Implementasi Undang-Undang Nomor 20 tahun 2003 tentang Sistem Pendidikan Nasional dijabarkan ke dalam sejumlah peraturan antara lain Peraturan Pemerintah Nomor 19 Tahun 2005 tentang Standar Nasional Pendidikan. Peraturan Pemerintah ini memberikan arahan tentang perlunya disusun dan dilaksanakan delapan standar nasional pendidikan, yaitu: standar isi, Standar Proses, standar kompetensi lulusan, standar pendidik dan tenaga kependidikan, standar sarana dan prasarana, standar pengelolaan, standar pembiayaan, dan standar penilaian pendidikan.
Lebih sulit lagi ketika cita-cita untuk mengajak partisipasi masyarakat agar tercapai sistem yang transparan dan akuntabel dalam setiap satuan pendidikan, yang harus berdiri mandiri dengan keyakinan dan kesamaan persepsi tentang aturan yang sudah diterbitkan oleh pemerintah.

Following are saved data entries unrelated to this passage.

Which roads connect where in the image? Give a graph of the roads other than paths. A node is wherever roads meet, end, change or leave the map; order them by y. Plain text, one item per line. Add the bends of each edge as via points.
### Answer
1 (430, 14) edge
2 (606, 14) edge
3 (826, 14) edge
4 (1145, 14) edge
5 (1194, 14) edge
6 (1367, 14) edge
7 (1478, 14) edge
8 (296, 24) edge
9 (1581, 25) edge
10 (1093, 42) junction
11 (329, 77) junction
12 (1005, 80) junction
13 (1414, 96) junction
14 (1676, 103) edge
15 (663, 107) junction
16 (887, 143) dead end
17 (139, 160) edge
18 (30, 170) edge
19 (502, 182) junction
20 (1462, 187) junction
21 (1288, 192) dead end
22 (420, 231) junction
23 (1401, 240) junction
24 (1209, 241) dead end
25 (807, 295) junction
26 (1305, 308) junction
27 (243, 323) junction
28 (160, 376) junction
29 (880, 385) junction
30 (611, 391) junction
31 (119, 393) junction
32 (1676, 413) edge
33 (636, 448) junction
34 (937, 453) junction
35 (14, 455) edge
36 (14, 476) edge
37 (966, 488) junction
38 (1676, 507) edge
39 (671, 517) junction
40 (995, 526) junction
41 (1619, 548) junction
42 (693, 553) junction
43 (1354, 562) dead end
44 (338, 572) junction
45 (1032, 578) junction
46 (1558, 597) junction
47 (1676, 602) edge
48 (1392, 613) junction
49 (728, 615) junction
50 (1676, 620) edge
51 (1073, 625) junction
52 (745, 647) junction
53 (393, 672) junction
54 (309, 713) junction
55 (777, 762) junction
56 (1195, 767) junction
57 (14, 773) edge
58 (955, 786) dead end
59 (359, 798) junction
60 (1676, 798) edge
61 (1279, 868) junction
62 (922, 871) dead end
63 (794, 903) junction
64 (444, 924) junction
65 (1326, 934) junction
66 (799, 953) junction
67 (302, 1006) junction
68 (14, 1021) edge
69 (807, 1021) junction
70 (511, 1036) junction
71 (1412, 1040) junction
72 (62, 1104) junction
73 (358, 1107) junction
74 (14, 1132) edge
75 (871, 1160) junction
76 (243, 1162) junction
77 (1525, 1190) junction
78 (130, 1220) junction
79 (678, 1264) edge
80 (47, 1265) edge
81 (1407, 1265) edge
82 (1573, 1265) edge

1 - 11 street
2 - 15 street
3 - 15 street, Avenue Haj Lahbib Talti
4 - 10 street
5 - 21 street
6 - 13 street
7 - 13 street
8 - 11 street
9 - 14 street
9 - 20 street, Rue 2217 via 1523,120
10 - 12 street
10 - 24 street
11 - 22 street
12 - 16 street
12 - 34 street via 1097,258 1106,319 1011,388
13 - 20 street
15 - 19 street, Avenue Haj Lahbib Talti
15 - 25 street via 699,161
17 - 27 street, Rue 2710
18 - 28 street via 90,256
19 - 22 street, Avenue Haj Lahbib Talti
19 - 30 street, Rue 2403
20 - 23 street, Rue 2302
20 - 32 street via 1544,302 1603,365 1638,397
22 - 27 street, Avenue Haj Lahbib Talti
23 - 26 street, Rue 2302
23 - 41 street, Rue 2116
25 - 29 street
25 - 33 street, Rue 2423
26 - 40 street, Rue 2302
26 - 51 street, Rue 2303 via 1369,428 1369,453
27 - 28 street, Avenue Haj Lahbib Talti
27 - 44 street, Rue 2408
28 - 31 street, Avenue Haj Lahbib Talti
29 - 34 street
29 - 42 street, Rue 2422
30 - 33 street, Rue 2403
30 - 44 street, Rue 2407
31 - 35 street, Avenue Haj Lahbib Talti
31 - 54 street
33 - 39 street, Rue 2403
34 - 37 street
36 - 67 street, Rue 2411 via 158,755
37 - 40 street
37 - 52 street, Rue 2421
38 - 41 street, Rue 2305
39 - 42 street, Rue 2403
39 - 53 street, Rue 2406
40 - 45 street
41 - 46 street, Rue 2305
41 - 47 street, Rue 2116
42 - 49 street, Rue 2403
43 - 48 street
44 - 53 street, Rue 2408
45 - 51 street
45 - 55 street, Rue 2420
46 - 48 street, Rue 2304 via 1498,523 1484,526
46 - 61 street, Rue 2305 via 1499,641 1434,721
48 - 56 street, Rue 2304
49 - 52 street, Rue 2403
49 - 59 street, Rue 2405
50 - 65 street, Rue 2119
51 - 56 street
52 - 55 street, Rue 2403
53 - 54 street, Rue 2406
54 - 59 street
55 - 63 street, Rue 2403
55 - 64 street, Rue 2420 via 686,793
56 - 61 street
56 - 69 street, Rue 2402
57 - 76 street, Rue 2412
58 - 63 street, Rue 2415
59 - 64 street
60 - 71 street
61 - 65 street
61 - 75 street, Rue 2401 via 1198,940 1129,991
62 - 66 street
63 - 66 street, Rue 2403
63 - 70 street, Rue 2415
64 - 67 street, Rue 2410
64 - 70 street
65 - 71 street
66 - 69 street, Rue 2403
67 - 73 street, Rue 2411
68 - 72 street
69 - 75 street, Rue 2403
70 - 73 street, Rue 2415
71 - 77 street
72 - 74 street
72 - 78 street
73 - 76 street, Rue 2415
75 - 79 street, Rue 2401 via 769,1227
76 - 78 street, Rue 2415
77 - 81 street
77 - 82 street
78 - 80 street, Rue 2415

Implikasi dari hal ini tentunya memang sudah dipikirkan dan sewajarnya untuk secepatnya dijalankan dengan sepenuh hati bagi seluruh pegiat dan pendidik maupun manajemen persekolahan yang sedikit demi sedikit seharusnya memiliki persepsi dan perspektif yang mengedepankan output dengan memenuhi standar-standar yang ada dahulu, dan membimbing masyarakat untuk bisa menemukan bagaimanakah standar sekolah nasional yang seharusnya ada, sehingga bisa memilih sekolah dimanapun tanpa harus membeda-bedakan kualitas, terkecuali memang ada tawaran lain yang lebih menguntungkan bagi masyarakat dan anak.
Betapa sebenarnya kran informasi yang sudah terbuka, harus bisa diakses dan diketahui oleh semua orang, hanya saja gerakan seperti ini nampak sangat mahal dalam koordinasi, ditambah transparansi persekolahan yang seakan memang kurang termotivasi untuk mewujudkannya, pun pihak yang lain ditambah dengan budaya rikuh yang sepertinya makin dimanfaatkan saja. Jadi memang ketika blunder mengenai banyak hal kadang semua pihak memang harus bisa terbuka untuk merefleksikannya, terutama negara yang entah lepas tangan atau memang karena gajinya kurang.